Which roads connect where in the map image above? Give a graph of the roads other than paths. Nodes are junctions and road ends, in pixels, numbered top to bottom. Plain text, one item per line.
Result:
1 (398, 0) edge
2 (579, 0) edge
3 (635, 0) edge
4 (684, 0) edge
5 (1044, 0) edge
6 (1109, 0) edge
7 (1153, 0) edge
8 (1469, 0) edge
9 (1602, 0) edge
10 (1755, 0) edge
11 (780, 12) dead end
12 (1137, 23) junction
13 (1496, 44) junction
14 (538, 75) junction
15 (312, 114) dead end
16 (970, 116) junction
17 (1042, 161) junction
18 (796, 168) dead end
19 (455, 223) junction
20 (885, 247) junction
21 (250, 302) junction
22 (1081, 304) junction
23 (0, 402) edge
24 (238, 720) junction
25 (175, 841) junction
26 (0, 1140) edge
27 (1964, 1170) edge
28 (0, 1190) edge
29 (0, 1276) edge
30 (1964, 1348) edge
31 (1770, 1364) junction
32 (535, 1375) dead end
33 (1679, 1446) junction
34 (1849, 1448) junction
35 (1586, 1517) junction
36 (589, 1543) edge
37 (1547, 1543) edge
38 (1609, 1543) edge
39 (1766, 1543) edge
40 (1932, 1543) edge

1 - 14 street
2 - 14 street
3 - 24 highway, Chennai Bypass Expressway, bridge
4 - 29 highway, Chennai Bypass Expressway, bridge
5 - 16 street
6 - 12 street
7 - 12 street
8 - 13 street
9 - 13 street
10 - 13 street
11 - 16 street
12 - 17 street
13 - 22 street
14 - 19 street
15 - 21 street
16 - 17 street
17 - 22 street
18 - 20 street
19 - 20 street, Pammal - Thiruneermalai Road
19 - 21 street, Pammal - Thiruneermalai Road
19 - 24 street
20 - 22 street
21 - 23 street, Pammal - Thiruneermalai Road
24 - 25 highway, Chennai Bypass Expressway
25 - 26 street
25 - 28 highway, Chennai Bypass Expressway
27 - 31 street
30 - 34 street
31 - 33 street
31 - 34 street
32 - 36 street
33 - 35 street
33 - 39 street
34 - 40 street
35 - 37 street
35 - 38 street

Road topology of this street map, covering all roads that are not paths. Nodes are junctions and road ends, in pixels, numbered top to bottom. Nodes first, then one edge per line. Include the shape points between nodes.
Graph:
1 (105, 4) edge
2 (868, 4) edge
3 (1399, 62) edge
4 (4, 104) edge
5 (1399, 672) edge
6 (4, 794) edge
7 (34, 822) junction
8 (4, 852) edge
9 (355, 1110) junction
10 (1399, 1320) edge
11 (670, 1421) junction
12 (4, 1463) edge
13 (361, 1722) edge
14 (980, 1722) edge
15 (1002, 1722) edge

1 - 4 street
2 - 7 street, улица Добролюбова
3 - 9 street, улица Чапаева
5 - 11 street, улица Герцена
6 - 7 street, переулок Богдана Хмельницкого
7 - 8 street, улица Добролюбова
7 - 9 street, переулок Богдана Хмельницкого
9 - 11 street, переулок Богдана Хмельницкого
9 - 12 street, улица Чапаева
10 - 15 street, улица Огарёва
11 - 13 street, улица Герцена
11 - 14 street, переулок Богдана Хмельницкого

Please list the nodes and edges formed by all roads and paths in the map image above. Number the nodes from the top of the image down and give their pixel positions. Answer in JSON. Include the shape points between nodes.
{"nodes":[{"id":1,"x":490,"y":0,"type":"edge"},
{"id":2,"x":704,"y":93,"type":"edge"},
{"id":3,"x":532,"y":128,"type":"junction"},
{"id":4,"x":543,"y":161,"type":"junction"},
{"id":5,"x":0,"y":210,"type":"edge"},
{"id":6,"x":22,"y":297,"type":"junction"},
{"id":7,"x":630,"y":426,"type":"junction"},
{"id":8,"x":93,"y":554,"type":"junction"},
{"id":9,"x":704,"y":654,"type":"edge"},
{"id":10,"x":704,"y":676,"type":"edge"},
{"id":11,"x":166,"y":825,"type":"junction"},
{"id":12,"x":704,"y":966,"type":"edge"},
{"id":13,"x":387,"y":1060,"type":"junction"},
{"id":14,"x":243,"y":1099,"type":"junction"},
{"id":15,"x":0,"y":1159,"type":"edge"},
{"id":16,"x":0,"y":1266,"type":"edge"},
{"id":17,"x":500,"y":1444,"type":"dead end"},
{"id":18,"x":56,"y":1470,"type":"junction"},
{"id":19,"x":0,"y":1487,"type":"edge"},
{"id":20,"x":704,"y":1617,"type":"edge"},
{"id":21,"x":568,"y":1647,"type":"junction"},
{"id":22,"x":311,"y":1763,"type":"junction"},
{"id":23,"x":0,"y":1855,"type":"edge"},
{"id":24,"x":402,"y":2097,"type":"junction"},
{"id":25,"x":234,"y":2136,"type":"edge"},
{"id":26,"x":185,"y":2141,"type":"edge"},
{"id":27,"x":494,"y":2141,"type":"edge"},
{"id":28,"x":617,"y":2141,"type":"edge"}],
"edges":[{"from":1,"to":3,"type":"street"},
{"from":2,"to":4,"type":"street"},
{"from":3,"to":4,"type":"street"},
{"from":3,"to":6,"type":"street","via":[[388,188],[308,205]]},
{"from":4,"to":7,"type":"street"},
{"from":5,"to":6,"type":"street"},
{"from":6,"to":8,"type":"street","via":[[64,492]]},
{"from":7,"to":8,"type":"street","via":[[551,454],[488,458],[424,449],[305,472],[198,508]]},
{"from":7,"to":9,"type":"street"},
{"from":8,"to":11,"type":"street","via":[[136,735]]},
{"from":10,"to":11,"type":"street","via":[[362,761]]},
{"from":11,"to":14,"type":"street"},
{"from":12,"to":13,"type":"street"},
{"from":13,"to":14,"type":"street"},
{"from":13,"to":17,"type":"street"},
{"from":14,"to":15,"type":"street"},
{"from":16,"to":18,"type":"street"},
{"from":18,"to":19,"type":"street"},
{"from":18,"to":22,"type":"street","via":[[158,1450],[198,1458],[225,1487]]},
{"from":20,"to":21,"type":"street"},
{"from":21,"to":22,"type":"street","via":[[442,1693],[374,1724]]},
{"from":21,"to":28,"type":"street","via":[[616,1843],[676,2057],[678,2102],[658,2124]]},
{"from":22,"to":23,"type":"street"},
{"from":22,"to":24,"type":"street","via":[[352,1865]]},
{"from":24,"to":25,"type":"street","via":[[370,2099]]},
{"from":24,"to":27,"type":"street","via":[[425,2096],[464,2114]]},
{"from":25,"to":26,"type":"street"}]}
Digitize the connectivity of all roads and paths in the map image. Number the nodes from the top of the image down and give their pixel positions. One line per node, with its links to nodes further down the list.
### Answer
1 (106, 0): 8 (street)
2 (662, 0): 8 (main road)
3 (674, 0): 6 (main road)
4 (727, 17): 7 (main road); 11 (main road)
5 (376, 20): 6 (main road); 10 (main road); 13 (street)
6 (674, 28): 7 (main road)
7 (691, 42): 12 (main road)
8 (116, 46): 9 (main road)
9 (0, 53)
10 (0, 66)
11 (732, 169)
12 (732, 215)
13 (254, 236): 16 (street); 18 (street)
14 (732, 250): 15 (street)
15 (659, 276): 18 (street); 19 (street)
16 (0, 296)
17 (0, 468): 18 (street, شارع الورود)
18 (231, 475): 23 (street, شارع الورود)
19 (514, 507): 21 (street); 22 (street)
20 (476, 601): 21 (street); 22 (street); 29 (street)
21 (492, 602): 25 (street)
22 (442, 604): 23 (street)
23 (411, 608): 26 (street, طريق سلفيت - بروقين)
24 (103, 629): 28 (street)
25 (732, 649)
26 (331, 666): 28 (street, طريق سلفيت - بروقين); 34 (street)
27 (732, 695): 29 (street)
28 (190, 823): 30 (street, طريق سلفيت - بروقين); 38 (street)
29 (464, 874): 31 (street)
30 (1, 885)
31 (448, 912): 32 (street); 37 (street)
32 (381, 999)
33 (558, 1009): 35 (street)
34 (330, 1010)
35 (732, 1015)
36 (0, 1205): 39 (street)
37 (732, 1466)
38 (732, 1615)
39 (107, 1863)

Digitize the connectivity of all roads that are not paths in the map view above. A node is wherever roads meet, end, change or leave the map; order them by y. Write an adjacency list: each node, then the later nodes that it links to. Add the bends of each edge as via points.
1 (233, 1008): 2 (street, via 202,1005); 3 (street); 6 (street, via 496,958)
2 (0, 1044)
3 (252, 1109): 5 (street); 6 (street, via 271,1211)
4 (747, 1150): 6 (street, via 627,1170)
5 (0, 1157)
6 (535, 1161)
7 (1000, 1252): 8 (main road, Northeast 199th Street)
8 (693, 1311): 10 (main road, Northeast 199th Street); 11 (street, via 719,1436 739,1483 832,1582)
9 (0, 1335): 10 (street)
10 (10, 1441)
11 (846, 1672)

**To do**
Search the data for the string "Northeast" and copy out every line where it is found.

**Answer box**
7 (1000, 1252): 8 (main road, Northeast 199th Street)
8 (693, 1311): 10 (main road, Northeast 199th Street); 11 (street, via 719,1436 739,1483 832,1582)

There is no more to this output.